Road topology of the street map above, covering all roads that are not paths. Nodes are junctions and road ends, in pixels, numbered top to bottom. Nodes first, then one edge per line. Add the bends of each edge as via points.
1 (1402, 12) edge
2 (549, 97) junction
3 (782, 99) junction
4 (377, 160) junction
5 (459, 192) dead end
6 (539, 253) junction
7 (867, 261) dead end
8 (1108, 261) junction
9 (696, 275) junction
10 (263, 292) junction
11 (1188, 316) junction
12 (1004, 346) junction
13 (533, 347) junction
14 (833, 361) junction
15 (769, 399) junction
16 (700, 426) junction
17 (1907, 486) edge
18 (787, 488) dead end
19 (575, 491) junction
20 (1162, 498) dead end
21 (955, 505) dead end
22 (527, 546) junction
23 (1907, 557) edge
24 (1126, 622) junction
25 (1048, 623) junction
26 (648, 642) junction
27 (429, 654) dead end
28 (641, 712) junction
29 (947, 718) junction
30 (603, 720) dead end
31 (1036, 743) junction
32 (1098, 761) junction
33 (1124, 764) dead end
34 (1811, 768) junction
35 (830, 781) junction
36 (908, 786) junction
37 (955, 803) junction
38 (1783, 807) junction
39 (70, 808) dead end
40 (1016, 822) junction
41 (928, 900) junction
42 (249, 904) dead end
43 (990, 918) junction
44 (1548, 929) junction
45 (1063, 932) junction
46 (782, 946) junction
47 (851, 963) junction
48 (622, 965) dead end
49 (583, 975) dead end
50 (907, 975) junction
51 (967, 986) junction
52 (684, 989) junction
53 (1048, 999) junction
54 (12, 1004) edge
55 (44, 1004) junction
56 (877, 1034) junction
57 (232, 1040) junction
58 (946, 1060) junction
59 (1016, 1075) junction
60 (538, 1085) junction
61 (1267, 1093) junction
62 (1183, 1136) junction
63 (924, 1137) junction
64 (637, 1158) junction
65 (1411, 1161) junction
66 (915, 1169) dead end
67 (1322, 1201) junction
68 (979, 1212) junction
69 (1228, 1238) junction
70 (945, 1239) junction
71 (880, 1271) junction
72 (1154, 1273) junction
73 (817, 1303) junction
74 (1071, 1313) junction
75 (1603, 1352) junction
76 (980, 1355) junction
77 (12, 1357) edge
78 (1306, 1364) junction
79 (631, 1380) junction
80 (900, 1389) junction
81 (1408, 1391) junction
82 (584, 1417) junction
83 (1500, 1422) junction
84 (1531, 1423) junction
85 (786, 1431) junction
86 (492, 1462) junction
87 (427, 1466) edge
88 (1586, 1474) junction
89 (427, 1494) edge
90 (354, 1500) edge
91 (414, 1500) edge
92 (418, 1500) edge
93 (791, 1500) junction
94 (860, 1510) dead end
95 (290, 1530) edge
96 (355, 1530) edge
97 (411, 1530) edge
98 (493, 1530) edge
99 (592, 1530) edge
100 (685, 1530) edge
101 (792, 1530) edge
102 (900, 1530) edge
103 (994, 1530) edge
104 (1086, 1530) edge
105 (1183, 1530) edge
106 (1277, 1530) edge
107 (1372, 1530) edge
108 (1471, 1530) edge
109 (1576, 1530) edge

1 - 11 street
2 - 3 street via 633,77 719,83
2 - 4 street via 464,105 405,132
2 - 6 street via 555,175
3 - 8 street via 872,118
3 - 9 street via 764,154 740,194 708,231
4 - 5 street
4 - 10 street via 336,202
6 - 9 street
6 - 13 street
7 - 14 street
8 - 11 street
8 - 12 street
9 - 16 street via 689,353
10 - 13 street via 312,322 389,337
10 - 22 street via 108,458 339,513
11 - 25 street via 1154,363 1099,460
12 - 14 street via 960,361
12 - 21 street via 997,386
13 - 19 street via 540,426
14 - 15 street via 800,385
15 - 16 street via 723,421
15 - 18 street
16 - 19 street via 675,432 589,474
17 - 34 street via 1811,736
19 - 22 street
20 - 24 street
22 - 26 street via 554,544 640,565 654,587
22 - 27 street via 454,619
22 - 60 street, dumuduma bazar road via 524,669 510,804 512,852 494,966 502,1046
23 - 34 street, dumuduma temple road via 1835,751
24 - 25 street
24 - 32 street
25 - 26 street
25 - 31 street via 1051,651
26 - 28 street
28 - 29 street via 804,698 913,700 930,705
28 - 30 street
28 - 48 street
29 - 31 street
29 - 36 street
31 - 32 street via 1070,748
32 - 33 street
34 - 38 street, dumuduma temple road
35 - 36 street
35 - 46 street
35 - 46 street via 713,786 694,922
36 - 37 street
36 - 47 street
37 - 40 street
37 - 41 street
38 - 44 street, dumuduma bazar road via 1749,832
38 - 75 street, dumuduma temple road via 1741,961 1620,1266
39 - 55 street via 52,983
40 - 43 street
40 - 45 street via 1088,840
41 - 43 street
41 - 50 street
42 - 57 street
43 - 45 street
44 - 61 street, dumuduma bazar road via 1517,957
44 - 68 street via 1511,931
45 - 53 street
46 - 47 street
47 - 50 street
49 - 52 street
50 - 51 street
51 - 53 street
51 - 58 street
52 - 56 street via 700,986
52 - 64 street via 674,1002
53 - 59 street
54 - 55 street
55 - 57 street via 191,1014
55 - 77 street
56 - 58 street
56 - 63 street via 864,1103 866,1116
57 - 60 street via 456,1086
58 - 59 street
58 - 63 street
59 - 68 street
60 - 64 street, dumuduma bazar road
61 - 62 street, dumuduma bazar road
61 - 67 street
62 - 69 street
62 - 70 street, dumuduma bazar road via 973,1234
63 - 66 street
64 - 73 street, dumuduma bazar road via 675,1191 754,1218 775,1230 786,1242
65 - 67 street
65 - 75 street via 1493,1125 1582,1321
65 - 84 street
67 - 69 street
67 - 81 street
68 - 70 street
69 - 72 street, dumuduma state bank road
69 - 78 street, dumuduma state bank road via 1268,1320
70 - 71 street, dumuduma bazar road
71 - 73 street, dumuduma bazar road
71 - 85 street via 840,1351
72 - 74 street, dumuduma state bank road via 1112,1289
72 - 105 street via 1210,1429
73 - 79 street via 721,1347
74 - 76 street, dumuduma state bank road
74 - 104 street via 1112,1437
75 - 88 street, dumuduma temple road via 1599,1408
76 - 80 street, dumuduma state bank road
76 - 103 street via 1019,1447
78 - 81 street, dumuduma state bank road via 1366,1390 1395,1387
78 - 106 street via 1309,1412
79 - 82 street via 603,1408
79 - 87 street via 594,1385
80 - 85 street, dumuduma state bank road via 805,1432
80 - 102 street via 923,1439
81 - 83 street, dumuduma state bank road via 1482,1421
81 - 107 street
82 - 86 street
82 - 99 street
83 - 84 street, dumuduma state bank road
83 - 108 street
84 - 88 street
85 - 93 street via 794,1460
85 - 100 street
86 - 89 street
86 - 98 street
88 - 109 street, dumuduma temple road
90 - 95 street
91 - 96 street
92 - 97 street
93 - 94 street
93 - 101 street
+++++
**YOUR ASSIGNMENT**
The entries above need to be transcribed with no differences at all.

**EXERCISE ANSWER**
Road topology of the street map above, covering all roads that are not paths. Nodes are junctions and road ends, in pixels, numbered top to bottom. Nodes first, then one edge per line. Add the bends of each edge as via points.
1 (1402, 12) edge
2 (549, 97) junction
3 (782, 99) junction
4 (377, 160) junction
5 (459, 192) dead end
6 (539, 253) junction
7 (867, 261) dead end
8 (1108, 261) junction
9 (696, 275) junction
10 (263, 292) junction
11 (1188, 316) junction
12 (1004, 346) junction
13 (533, 347) junction
14 (833, 361) junction
15 (769, 399) junction
16 (700, 426) junction
17 (1907, 486) edge
18 (787, 488) dead end
19 (575, 491) junction
20 (1162, 498) dead end
21 (955, 505) dead end
22 (527, 546) junction
23 (1907, 557) edge
24 (1126, 622) junction
25 (1048, 623) junction
26 (648, 642) junction
27 (429, 654) dead end
28 (641, 712) junction
29 (947, 718) junction
30 (603, 720) dead end
31 (1036, 743) junction
32 (1098, 761) junction
33 (1124, 764) dead end
34 (1811, 768) junction
35 (830, 781) junction
36 (908, 786) junction
37 (955, 803) junction
38 (1783, 807) junction
39 (70, 808) dead end
40 (1016, 822) junction
41 (928, 900) junction
42 (249, 904) dead end
43 (990, 918) junction
44 (1548, 929) junction
45 (1063, 932) junction
46 (782, 946) junction
47 (851, 963) junction
48 (622, 965) dead end
49 (583, 975) dead end
50 (907, 975) junction
51 (967, 986) junction
52 (684, 989) junction
53 (1048, 999) junction
54 (12, 1004) edge
55 (44, 1004) junction
56 (877, 1034) junction
57 (232, 1040) junction
58 (946, 1060) junction
59 (1016, 1075) junction
60 (538, 1085) junction
61 (1267, 1093) junction
62 (1183, 1136) junction
63 (924, 1137) junction
64 (637, 1158) junction
65 (1411, 1161) junction
66 (915, 1169) dead end
67 (1322, 1201) junction
68 (979, 1212) junction
69 (1228, 1238) junction
70 (945, 1239) junction
71 (880, 1271) junction
72 (1154, 1273) junction
73 (817, 1303) junction
74 (1071, 1313) junction
75 (1603, 1352) junction
76 (980, 1355) junction
77 (12, 1357) edge
78 (1306, 1364) junction
79 (631, 1380) junction
80 (900, 1389) junction
81 (1408, 1391) junction
82 (584, 1417) junction
83 (1500, 1422) junction
84 (1531, 1423) junction
85 (786, 1431) junction
86 (492, 1462) junction
87 (427, 1466) edge
88 (1586, 1474) junction
89 (427, 1494) edge
90 (354, 1500) edge
91 (414, 1500) edge
92 (418, 1500) edge
93 (791, 1500) junction
94 (860, 1510) dead end
95 (290, 1530) edge
96 (355, 1530) edge
97 (411, 1530) edge
98 (493, 1530) edge
99 (592, 1530) edge
100 (685, 1530) edge
101 (792, 1530) edge
102 (900, 1530) edge
103 (994, 1530) edge
104 (1086, 1530) edge
105 (1183, 1530) edge
106 (1277, 1530) edge
107 (1372, 1530) edge
108 (1471, 1530) edge
109 (1576, 1530) edge

1 - 11 street
2 - 3 street via 633,77 719,83
2 - 4 street via 464,105 405,132
2 - 6 street via 555,175
3 - 8 street via 872,118
3 - 9 street via 764,154 740,194 708,231
4 - 5 street
4 - 10 street via 336,202
6 - 9 street
6 - 13 street
7 - 14 street
8 - 11 street
8 - 12 street
9 - 16 street via 689,353
10 - 13 street via 312,322 389,337
10 - 22 street via 108,458 339,513
11 - 25 street via 1154,363 1099,460
12 - 14 street via 960,361
12 - 21 street via 997,386
13 - 19 street via 540,426
14 - 15 street via 800,385
15 - 16 street via 723,421
15 - 18 street
16 - 19 street via 675,432 589,474
17 - 34 street via 1811,736
19 - 22 street
20 - 24 street
22 - 26 street via 554,544 640,565 654,587
22 - 27 street via 454,619
22 - 60 street, dumuduma bazar road via 524,669 510,804 512,852 494,966 502,1046
23 - 34 street, dumuduma temple road via 1835,751
24 - 25 street
24 - 32 street
25 - 26 street
25 - 31 street via 1051,651
26 - 28 street
28 - 29 street via 804,698 913,700 930,705
28 - 30 street
28 - 48 street
29 - 31 street
29 - 36 street
31 - 32 street via 1070,748
32 - 33 street
34 - 38 street, dumuduma temple road
35 - 36 street
35 - 46 street
35 - 46 street via 713,786 694,922
36 - 37 street
36 - 47 street
37 - 40 street
37 - 41 street
38 - 44 street, dumuduma bazar road via 1749,832
38 - 75 street, dumuduma temple road via 1741,961 1620,1266
39 - 55 street via 52,983
40 - 43 street
40 - 45 street via 1088,840
41 - 43 street
41 - 50 street
42 - 57 street
43 - 45 street
44 - 61 street, dumuduma bazar road via 1517,957
44 - 68 street via 1511,931
45 - 53 street
46 - 47 street
47 - 50 street
49 - 52 street
50 - 51 street
51 - 53 street
51 - 58 street
52 - 56 street via 700,986
52 - 64 street via 674,1002
53 - 59 street
54 - 55 street
55 - 57 street via 191,1014
55 - 77 street
56 - 58 street
56 - 63 street via 864,1103 866,1116
57 - 60 street via 456,1086
58 - 59 street
58 - 63 street
59 - 68 street
60 - 64 street, dumuduma bazar road
61 - 62 street, dumuduma bazar road
61 - 67 street
62 - 69 street
62 - 70 street, dumuduma bazar road via 973,1234
63 - 66 street
64 - 73 street, dumuduma bazar road via 675,1191 754,1218 775,1230 786,1242
65 - 67 street
65 - 75 street via 1493,1125 1582,1321
65 - 84 street
67 - 69 street
67 - 81 street
68 - 70 street
69 - 72 street, dumuduma state bank road
69 - 78 street, dumuduma state bank road via 1268,1320
70 - 71 street, dumuduma bazar road
71 - 73 street, dumuduma bazar road
71 - 85 street via 840,1351
72 - 74 street, dumuduma state bank road via 1112,1289
72 - 105 street via 1210,1429
73 - 79 street via 721,1347
74 - 76 street, dumuduma state bank road
74 - 104 street via 1112,1437
75 - 88 street, dumuduma temple road via 1599,1408
76 - 80 street, dumuduma state bank road
76 - 103 street via 1019,1447
78 - 81 street, dumuduma state bank road via 1366,1390 1395,1387
78 - 106 street via 1309,1412
79 - 82 street via 603,1408
79 - 87 street via 594,1385
80 - 85 street, dumuduma state bank road via 805,1432
80 - 102 street via 923,1439
81 - 83 street, dumuduma state bank road via 1482,1421
81 - 107 street
82 - 86 street
82 - 99 street
83 - 84 street, dumuduma state bank road
83 - 108 street
84 - 88 street
85 - 93 street via 794,1460
85 - 100 street
86 - 89 street
86 - 98 street
88 - 109 street, dumuduma temple road
90 - 95 street
91 - 96 street
92 - 97 street
93 - 94 street
93 - 101 street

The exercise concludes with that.